Then what? Frequently, audiences grow mistrustful and unimpressed. As Vik Muniz, an artist who explores visual perception, observed, after the first five minutes of Jurassic Park, the only way the filmmakers could scare the audience was to have the dinosaurs make sudden, startling appearances. Legend has it that when The Great Train Robbery premiered in 1903, audiences leapt out of the path of the charging locomotive. Today children walk out of 3-D Omnimaxes as unphased as if they had just watched an hour of television.

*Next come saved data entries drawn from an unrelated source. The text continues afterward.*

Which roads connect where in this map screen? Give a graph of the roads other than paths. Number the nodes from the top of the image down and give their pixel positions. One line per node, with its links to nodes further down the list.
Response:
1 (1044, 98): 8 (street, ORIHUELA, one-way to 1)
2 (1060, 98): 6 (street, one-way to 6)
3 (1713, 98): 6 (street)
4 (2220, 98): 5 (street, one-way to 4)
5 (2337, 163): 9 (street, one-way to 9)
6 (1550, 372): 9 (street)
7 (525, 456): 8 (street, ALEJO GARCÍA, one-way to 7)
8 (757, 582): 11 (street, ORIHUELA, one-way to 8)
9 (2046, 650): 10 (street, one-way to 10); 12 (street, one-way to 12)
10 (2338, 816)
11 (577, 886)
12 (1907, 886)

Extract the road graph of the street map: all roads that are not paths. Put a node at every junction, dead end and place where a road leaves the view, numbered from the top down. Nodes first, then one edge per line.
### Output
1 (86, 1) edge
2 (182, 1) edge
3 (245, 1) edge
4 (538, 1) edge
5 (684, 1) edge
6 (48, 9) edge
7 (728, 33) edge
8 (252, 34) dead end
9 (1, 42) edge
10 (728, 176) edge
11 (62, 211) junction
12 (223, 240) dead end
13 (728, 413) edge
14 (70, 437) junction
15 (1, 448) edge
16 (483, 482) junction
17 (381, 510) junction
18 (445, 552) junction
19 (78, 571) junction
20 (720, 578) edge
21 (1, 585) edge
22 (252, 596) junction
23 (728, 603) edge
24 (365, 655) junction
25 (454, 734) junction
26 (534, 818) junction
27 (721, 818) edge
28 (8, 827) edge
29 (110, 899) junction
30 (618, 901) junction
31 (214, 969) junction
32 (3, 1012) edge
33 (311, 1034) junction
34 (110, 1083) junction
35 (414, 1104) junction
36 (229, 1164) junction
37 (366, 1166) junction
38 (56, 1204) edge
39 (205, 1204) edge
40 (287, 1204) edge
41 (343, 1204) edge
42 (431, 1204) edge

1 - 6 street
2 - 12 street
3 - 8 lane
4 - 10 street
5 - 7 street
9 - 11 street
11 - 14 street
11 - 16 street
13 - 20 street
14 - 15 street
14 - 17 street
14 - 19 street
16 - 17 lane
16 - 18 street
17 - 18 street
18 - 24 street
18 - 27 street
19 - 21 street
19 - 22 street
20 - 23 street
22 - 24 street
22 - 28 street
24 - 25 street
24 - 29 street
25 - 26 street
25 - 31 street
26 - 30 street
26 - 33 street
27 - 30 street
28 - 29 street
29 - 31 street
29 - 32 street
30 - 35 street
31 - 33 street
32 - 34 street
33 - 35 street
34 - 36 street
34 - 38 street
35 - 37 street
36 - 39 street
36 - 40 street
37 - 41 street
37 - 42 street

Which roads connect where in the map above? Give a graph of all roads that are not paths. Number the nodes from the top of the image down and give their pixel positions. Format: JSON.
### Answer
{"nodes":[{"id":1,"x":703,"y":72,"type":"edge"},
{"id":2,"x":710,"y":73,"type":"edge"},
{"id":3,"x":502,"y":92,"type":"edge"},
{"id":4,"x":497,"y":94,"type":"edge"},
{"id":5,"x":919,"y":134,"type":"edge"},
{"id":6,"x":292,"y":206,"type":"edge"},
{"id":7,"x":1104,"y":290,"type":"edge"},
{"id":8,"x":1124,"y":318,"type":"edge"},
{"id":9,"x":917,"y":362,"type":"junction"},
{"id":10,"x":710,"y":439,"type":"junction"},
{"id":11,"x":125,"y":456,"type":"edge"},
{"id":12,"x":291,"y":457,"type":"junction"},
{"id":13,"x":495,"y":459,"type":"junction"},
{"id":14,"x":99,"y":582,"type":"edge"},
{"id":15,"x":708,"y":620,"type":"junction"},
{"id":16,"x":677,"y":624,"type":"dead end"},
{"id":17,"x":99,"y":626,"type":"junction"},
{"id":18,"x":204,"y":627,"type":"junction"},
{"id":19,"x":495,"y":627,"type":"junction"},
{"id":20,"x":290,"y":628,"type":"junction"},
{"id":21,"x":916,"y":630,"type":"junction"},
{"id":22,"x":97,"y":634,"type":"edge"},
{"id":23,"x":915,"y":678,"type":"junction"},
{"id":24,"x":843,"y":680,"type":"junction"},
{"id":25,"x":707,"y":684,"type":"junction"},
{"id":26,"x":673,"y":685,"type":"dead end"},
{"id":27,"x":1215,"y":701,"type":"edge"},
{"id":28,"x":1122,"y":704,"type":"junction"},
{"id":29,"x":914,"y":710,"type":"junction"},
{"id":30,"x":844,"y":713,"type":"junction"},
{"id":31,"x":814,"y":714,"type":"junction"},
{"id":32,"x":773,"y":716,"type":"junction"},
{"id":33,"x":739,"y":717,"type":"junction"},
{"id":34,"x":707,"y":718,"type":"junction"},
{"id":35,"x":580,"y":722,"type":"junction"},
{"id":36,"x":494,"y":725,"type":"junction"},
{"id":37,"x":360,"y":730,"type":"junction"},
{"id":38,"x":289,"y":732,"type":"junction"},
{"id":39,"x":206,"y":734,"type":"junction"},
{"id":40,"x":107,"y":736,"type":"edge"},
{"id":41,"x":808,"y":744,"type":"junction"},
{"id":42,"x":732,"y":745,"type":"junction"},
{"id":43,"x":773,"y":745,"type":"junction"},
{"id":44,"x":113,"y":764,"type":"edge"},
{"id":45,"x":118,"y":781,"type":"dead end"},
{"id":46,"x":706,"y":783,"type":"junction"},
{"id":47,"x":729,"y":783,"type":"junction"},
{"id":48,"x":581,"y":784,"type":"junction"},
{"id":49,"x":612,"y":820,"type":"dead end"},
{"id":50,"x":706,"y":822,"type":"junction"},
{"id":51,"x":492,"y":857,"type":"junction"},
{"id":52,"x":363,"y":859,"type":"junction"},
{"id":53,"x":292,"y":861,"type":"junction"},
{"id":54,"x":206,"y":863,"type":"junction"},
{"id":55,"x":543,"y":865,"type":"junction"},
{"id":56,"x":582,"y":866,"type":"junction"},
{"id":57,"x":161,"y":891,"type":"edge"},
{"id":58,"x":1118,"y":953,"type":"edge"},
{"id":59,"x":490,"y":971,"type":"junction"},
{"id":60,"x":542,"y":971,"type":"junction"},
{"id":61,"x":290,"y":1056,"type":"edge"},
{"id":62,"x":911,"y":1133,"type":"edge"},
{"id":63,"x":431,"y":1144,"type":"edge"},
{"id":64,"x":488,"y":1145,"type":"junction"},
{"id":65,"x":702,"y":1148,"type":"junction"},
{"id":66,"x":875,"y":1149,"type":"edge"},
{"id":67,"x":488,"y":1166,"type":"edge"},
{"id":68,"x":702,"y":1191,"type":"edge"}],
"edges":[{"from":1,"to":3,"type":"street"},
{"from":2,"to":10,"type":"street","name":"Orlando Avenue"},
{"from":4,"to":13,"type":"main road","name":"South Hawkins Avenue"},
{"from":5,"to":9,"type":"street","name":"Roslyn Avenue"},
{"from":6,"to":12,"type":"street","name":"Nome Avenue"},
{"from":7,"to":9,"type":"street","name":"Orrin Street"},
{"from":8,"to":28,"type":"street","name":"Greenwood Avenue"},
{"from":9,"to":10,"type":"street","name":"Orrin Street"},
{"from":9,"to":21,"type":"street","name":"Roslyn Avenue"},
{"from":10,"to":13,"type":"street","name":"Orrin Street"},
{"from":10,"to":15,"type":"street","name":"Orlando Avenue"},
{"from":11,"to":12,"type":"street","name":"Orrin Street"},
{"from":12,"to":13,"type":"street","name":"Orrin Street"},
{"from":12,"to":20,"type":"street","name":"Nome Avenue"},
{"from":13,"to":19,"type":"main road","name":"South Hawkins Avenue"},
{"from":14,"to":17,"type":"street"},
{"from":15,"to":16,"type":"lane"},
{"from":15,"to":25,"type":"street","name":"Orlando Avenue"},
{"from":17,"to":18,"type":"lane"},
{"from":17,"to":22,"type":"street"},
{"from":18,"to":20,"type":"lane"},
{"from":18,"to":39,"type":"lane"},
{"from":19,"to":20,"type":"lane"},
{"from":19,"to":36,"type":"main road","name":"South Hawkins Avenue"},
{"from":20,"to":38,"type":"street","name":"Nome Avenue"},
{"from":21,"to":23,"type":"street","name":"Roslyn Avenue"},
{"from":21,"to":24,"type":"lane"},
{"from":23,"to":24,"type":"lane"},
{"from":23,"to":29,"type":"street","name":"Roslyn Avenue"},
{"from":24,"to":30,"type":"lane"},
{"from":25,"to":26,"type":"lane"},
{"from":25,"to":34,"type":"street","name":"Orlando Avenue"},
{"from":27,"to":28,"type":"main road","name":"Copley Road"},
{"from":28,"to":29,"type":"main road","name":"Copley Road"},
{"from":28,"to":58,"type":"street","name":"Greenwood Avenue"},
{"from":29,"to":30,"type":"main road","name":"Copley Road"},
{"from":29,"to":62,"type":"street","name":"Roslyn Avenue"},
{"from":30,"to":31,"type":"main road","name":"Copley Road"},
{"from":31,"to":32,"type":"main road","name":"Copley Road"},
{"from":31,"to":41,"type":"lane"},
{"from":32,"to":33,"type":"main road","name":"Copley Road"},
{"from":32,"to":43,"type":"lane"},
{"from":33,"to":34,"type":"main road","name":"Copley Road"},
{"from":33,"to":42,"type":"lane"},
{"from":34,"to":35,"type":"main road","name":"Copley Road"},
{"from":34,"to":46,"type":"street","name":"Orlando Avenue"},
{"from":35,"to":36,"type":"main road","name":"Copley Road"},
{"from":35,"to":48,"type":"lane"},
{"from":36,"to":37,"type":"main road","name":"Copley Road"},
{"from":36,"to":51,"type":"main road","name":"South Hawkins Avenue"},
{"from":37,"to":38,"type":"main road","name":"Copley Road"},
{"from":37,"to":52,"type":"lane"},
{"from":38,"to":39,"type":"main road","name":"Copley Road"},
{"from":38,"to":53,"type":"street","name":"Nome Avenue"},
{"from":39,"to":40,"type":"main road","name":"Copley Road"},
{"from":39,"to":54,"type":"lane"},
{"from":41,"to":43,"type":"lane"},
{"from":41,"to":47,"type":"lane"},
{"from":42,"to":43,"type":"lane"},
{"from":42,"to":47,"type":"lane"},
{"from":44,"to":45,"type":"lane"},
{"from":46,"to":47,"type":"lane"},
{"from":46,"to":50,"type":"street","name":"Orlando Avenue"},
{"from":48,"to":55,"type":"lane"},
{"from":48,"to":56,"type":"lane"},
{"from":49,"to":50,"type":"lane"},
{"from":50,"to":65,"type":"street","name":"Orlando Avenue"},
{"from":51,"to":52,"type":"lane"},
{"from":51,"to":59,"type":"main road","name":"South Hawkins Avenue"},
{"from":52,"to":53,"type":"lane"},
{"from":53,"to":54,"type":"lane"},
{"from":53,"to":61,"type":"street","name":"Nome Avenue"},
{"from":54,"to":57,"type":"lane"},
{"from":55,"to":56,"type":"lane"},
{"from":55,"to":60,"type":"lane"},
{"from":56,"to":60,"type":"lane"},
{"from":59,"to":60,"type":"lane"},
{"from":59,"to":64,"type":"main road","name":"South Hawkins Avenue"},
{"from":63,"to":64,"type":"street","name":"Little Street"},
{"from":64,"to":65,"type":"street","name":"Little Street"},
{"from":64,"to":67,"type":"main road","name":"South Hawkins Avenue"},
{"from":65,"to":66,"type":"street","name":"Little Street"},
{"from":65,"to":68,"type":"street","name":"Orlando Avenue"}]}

Direct illusionism usually feels like a parlor game at best, a lame hoodwink at worst.
Still, the nature of visual perception is a fascinating and frequently wonder-inducing topic that is most effectively breached with the simplest of means. Watching Michel Gondry's music video for Gary Jules' cover of Mad World, viewers never suffer the delusion that they're seeing sailboats or singing faces. But in watching people represent forms by holding hands and moving their bodies, we are charmed not only by the hopefulness of the gesture but by the deceptive simplicity of the illusion. Before they became incredibly lame, Penn and Teller were fairly mind-blowing postmodernists who followed their sleight-of-hand trickery by revealing to audiences exactly how they had just been manipulated. Amazingly, this process didn't deflate the "magic" of the magic. Instead, it drew our attention to the boundaries of truth and belief, the limitations of vision, and the hardwiring of the brain that we take for granted.
Harry Houdini spent much of the second half of his career traveling with Arthur Conan Doyle, author of the Sherlock Holmes stories, debunking trick photographs and self-proclaimed spirit mediums. Perhaps the master of illusion had reached the same conclusion as Vik Muniz: "The problem with mysteries is that in the end they cease to be a mystery."